_REQUIREMENT_
Your job is to write out each record precisely as it stands.

_Collected data entries_
--
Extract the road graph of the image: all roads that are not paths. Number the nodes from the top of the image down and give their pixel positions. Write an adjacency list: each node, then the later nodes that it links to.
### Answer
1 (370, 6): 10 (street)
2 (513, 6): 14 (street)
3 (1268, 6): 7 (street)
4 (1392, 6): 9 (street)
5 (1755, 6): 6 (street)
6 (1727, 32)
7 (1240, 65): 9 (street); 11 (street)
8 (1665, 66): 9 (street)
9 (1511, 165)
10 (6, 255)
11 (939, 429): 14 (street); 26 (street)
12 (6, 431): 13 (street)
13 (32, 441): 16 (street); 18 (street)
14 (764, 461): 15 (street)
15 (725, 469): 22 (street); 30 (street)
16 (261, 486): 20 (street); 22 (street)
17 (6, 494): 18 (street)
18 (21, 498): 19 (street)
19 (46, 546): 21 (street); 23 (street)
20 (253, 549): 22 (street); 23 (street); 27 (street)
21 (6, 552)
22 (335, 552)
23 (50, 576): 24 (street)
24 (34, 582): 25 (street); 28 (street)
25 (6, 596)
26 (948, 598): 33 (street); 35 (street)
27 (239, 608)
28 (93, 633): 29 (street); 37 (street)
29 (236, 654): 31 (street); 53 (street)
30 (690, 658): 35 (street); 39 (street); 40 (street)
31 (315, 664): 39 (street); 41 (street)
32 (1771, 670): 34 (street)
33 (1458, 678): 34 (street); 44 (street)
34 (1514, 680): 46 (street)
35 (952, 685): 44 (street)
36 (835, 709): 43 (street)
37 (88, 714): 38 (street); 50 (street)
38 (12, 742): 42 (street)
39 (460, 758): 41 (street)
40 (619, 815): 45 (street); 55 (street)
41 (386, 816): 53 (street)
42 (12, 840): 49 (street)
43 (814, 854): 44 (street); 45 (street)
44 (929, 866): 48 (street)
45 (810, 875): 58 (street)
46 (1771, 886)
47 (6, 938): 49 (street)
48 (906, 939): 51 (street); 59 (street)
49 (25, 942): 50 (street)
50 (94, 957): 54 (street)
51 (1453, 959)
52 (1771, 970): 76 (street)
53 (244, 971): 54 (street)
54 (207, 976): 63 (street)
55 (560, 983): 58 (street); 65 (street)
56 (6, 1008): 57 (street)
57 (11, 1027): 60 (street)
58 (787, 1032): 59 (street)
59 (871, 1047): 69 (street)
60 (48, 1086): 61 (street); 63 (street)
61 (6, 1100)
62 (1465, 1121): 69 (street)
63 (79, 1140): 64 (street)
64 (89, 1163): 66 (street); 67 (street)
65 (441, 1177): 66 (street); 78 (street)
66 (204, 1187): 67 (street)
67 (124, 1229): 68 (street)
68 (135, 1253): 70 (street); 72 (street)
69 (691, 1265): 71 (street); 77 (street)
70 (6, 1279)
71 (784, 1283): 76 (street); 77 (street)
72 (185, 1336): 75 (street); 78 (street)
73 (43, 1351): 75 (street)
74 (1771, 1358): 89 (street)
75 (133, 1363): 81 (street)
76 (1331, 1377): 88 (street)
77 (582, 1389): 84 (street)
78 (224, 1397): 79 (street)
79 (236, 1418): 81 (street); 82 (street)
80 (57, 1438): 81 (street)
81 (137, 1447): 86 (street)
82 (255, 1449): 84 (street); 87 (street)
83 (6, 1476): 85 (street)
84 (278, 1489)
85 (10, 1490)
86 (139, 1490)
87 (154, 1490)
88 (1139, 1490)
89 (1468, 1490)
--
_TASK RESULT_
Extract the road graph of the image: all roads that are not paths. Number the nodes from the top of the image down and give their pixel positions. Write an adjacency list: each node, then the later nodes that it links to.
### Answer
1 (370, 6): 10 (street)
2 (513, 6): 14 (street)
3 (1268, 6): 7 (street)
4 (1392, 6): 9 (street)
5 (1755, 6): 6 (street)
6 (1727, 32)
7 (1240, 65): 9 (street); 11 (street)
8 (1665, 66): 9 (street)
9 (1511, 165)
10 (6, 255)
11 (939, 429): 14 (street); 26 (street)
12 (6, 431): 13 (street)
13 (32, 441): 16 (street); 18 (street)
14 (764, 461): 15 (street)
15 (725, 469): 22 (street); 30 (street)
16 (261, 486): 20 (street); 22 (street)
17 (6, 494): 18 (street)
18 (21, 498): 19 (street)
19 (46, 546): 21 (street); 23 (street)
20 (253, 549): 22 (street); 23 (street); 27 (street)
21 (6, 552)
22 (335, 552)
23 (50, 576): 24 (street)
24 (34, 582): 25 (street); 28 (street)
25 (6, 596)
26 (948, 598): 33 (street); 35 (street)
27 (239, 608)
28 (93, 633): 29 (street); 37 (street)
29 (236, 654): 31 (street); 53 (street)
30 (690, 658): 35 (street); 39 (street); 40 (street)
31 (315, 664): 39 (street); 41 (street)
32 (1771, 670): 34 (street)
33 (1458, 678): 34 (street); 44 (street)
34 (1514, 680): 46 (street)
35 (952, 685): 44 (street)
36 (835, 709): 43 (street)
37 (88, 714): 38 (street); 50 (street)
38 (12, 742): 42 (street)
39 (460, 758): 41 (street)
40 (619, 815): 45 (street); 55 (street)
41 (386, 816): 53 (street)
42 (12, 840): 49 (street)
43 (814, 854): 44 (street); 45 (street)
44 (929, 866): 48 (street)
45 (810, 875): 58 (street)
46 (1771, 886)
47 (6, 938): 49 (street)
48 (906, 939): 51 (street); 59 (street)
49 (25, 942): 50 (street)
50 (94, 957): 54 (street)
51 (1453, 959)
52 (1771, 970): 76 (street)
53 (244, 971): 54 (street)
54 (207, 976): 63 (street)
55 (560, 983): 58 (street); 65 (street)
56 (6, 1008): 57 (street)
57 (11, 1027): 60 (street)
58 (787, 1032): 59 (street)
59 (871, 1047): 69 (street)
60 (48, 1086): 61 (street); 63 (street)
61 (6, 1100)
62 (1465, 1121): 69 (street)
63 (79, 1140): 64 (street)
64 (89, 1163): 66 (street); 67 (street)
65 (441, 1177): 66 (street); 78 (street)
66 (204, 1187): 67 (street)
67 (124, 1229): 68 (street)
68 (135, 1253): 70 (street); 72 (street)
69 (691, 1265): 71 (street); 77 (street)
70 (6, 1279)
71 (784, 1283): 76 (street); 77 (street)
72 (185, 1336): 75 (street); 78 (street)
73 (43, 1351): 75 (street)
74 (1771, 1358): 89 (street)
75 (133, 1363): 81 (street)
76 (1331, 1377): 88 (street)
77 (582, 1389): 84 (street)
78 (224, 1397): 79 (street)
79 (236, 1418): 81 (street); 82 (street)
80 (57, 1438): 81 (street)
81 (137, 1447): 86 (street)
82 (255, 1449): 84 (street); 87 (street)
83 (6, 1476): 85 (street)
84 (278, 1489)
85 (10, 1490)
86 (139, 1490)
87 (154, 1490)
88 (1139, 1490)
89 (1468, 1490)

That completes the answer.